→ **EXERCISE BRIEF**
Wherever the word "main" turns up in a line of the entries, copy that line.

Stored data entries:
────────────────────────────────────────

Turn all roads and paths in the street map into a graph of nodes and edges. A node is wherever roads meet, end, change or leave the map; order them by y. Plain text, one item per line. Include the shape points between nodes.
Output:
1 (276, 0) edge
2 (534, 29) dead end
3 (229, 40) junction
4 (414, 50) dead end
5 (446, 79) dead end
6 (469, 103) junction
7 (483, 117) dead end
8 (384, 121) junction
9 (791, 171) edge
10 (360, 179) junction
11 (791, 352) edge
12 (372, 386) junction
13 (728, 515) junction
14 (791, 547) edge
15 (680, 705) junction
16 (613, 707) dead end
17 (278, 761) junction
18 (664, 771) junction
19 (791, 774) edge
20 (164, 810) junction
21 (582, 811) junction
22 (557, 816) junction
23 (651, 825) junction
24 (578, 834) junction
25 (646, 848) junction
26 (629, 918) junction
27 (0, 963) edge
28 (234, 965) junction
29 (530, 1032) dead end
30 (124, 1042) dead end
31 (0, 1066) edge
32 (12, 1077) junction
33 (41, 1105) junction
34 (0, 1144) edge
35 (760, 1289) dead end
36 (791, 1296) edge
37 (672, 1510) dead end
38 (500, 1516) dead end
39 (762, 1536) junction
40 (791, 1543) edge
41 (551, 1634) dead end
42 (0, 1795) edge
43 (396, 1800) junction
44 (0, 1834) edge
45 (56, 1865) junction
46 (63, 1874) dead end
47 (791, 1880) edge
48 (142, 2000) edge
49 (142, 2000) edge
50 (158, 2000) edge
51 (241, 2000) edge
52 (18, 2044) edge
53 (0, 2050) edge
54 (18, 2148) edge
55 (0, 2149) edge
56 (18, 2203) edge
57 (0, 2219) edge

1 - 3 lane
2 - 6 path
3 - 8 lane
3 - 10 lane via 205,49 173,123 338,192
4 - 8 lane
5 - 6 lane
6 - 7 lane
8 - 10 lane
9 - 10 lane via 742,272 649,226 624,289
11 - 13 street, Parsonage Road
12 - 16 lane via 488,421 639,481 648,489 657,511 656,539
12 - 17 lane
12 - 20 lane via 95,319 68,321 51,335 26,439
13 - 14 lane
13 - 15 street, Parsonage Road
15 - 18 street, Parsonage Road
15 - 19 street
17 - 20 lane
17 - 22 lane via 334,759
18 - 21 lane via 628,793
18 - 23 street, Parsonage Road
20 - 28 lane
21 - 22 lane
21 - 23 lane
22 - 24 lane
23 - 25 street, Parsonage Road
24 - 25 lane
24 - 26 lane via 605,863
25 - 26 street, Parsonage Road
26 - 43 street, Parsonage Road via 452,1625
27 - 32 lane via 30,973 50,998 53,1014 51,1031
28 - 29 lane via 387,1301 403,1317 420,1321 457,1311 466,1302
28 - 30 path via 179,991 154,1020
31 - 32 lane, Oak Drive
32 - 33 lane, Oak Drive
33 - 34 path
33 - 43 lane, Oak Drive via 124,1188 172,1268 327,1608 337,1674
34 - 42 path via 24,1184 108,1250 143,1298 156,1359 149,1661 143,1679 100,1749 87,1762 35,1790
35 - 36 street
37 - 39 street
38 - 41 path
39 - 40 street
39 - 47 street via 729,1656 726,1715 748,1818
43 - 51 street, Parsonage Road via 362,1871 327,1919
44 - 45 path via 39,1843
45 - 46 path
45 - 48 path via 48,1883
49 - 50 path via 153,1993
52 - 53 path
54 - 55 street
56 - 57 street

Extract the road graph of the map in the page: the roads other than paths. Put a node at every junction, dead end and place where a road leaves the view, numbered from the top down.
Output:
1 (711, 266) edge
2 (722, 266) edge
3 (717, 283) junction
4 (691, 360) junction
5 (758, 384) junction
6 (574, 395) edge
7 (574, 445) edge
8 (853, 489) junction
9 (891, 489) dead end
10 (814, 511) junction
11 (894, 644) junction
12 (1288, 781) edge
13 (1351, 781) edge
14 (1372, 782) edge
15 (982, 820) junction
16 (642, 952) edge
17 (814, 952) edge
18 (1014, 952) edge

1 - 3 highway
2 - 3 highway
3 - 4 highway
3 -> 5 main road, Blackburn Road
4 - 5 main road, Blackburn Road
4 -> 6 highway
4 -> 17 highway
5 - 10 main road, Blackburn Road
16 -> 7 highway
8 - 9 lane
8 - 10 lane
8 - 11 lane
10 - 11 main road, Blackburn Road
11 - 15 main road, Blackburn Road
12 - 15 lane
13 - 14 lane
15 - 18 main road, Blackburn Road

────────────────────────────────────────

→ **EXERCISE RESULT**
3 -> 5 main road, Blackburn Road
4 - 5 main road, Blackburn Road
5 - 10 main road, Blackburn Road
10 - 11 main road, Blackburn Road
11 - 15 main road, Blackburn Road
15 - 18 main road, Blackburn Road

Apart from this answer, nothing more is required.